DAMASCUS — Syrian forces were accused of pressing their deadly crackdown on protests Sunday even as thousands of regime supporters vented their anger a day after the Arab League suspended the country.
The governments of France, Qatar, Saudi Arabia and Turkey issued strong condemnations of President Bashar al-Assad’s regime after his supporters attacked their embassies in the wake of the suspension.
Arab League foreign ministers on Saturday voted 18-22 to suspend Syria over its failure to comply with an agreement to end the crackdown on a nationwide protest movement calling for Assad’s resignation.
It called for the withdrawal of Arab envoys from Damascus and agreed on sanctions while inviting “all currents in the Syrian opposition to meet at Arab League headquarters in three days to draw up a joint vision for the coming transitional period.”
The move won widespread praise in the international community, and was hailed by the opposition Syrian National Council, which said it was ready to take part in proposed talks regarding a transitional period.
But Assad’s government on Sunday called for an urgent Arab summit.
“Syria demands an emergency Arab summit to address the crisis and its negative consequences in the Arab world,” state television reported.
In central Damascus, tens of thousands of people turned out in support of Assad, waving Syrian flags and portraits of the embattled leader.
“The people want Bashar al-Assad,” yelled demonstrators gathered at Sebaa Bahrat Square, as state television broadcast footage of another massive rally in Omayad Square, also in the capital.
“The Syrian people are filling the squares of the nation and announce their rejection of the Arab League decision,” state television said, showing more protests in the commercial hub of Aleppo and other cities.
On the ground, Syrian security forces pressed their crackdown on dissent, killing at least five people in the central cities of Homs and Hama, rights activists said, adding two soldiers were killed in an ambush.
“Security forces opened fire killing four people in Hama,” the Syrian Observatory for Human Rights said.
In Homs, snipers killed one person early in the morning, said the Observatory, which reported a similar incident in the same place the previous day.
Meanwhile, engineering students were injured by a “round of mortar” fire which hit their faculty building in Baath University, also in Homs, the same source added.
And two citizens, one in Homs and the other in Hama, died from gunshot wounds suffered the previous day.
Gunmen believed to be defectors ambushed and killed two soldiers patrolling town of Qusayr, near Homs, the Observatory said.
In its statement, the opposition SNC said it “welcomes the decisions… considers them a step in the right direction, and a clear condemnation of the Syrian regime, which has persisted in its killing and destruction campaigns.”

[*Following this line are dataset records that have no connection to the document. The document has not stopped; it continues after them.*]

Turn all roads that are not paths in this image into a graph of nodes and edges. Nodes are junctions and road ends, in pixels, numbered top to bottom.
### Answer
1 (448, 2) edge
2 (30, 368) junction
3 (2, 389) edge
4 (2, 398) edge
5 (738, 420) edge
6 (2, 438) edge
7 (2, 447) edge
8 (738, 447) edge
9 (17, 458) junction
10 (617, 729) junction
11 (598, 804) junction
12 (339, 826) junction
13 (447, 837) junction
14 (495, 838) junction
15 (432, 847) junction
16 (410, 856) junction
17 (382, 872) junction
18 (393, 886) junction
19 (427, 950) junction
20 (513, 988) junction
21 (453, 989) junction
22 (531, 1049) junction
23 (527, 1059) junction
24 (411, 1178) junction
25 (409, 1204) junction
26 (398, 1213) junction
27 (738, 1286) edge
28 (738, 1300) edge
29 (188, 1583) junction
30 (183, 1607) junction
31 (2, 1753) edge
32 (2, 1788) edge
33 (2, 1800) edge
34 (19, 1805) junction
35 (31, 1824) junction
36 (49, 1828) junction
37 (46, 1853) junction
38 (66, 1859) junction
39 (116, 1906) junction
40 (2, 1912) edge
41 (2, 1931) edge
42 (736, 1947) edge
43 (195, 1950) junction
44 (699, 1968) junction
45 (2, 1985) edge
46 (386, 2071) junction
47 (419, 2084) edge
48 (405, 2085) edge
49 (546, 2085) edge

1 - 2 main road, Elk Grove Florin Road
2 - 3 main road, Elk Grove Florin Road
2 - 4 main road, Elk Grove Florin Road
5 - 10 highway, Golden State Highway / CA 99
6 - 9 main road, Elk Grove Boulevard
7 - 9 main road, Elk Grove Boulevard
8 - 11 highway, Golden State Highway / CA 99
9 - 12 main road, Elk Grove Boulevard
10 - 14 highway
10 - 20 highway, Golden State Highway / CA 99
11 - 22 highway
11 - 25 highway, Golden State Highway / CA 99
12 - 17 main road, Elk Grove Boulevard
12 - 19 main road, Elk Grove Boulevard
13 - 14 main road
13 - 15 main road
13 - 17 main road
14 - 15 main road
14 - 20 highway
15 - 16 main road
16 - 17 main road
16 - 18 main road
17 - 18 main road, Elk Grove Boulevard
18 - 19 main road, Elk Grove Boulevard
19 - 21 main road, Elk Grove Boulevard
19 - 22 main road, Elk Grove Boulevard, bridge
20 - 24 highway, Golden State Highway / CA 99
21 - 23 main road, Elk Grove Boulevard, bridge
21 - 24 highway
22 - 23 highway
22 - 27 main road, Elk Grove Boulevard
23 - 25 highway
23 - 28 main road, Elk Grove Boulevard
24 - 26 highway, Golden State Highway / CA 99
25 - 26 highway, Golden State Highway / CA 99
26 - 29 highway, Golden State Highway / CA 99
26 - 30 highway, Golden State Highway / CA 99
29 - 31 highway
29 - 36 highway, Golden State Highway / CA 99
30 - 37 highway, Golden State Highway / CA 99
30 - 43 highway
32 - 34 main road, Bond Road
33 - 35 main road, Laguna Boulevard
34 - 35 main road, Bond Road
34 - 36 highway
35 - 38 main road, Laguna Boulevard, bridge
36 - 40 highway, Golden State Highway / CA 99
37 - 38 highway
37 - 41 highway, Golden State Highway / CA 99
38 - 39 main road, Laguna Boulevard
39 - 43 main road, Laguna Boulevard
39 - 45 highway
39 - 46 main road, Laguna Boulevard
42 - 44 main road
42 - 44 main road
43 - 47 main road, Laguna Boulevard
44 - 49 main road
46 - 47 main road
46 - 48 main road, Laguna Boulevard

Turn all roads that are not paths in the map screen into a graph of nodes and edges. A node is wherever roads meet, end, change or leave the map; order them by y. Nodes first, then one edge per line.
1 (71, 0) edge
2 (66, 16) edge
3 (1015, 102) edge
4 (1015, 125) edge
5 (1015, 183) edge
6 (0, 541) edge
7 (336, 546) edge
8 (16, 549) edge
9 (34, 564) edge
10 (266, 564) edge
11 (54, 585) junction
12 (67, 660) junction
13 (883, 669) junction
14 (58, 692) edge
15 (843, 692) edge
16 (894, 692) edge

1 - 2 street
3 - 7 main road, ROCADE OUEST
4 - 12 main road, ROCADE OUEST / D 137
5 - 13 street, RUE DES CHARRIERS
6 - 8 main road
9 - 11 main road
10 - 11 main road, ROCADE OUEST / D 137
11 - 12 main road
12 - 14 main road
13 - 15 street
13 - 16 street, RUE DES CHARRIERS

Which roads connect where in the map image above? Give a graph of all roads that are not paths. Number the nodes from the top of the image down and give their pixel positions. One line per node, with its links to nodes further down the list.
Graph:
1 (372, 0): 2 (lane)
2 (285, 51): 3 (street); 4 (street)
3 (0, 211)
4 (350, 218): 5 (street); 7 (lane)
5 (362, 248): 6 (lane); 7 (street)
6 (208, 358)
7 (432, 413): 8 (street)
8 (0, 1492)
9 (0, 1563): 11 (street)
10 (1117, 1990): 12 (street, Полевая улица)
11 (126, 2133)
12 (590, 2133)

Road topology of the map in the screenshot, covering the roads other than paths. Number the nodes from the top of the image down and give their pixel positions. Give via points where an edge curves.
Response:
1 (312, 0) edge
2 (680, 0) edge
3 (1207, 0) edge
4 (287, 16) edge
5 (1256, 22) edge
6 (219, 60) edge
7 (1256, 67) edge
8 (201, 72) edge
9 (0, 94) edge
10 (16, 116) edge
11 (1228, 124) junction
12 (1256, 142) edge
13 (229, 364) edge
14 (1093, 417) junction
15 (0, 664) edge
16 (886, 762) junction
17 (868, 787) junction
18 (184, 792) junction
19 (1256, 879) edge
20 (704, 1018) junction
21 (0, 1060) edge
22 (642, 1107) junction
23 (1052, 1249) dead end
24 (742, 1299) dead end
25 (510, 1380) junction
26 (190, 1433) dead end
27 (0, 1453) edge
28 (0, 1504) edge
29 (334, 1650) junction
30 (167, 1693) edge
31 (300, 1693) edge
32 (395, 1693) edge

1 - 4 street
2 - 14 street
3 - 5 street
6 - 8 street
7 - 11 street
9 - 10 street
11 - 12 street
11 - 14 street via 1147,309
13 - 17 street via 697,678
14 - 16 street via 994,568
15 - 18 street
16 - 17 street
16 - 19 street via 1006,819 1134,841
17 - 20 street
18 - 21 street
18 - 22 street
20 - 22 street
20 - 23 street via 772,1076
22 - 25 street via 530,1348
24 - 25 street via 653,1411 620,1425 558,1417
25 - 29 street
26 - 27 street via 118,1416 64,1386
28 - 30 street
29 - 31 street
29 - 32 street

It stressed “readiness to participate in discussions regarding the transitional period” on the basis Assad departs and is replaced by a democratic government that excludes anyone “whose hands have been tainted with blood.”
On Sunday, the League said it was studying measures to protect Syrian civilians.
“The Arab League is studying mechanisms it could implement to protect civilians in Syria,” the League’s secretary general, Nabil al-Arabi, told reporters in the Libyan capital, without going into details.
Arabi hailed the League’s decision to suspend Syria as “historic,” and said the 22-member bloc called for the “international protection” of civilians in the country as it did not have the means to act alone.
“There is nothing wrong with going to the UN Security Council because it is the only organisation able to impose” such measures, he added.
The League said the suspension would remain in place until Assad implements the accord his government signed on November 2, and called for economic and political sanctions and transition talks with the opposition.
The eight-month crackdown on dissent and related violence in Syria has left more than 3,500 people dead, the majority of them civilians, according to UN figures.
Shortly after the Arab League decision, hundreds of angry demonstrators attacked the embassies of Qatar and Saudi Arabia, which voted to suspend Syria from the League.
One group forced open the gate to Qatar’s embassy and made their way to the top of the building, where they removed the Qatari flag and put up a Syrian one, as embassy security personnel fired tear gas, an AFP reporter said.
Another group hurled stones at the Saudi embassy before smashing windows, entering the premises and ransacking property inside, said the Saudi state news agency SPA.
“The Saudi government strongly condemns this incident and holds the Syrian authorities responsible for the security and protection of all Saudi interests in Syria,” SPA quoted a foreign ministry as saying on Sunday.
Anatolia news agency said thousands of protestors also attacked Turkey’s diplomatic mission in Syria, furious over Ankara’s support for the Arab League decision.
Simultaneous protests took place in Damascus and the northern cities of Latakia and Aleppo, where protesters managed to break into the consulate building, Anatolia said.
In response, Turkey ordered the evacuation of non-essential diplomatic personnel from Syria, Anatolia news agency reported.
France condemned protesters’ attacks on its missions in Latakia and Aleppo and on other embassies and has summoned Syria’s ambassador, it said.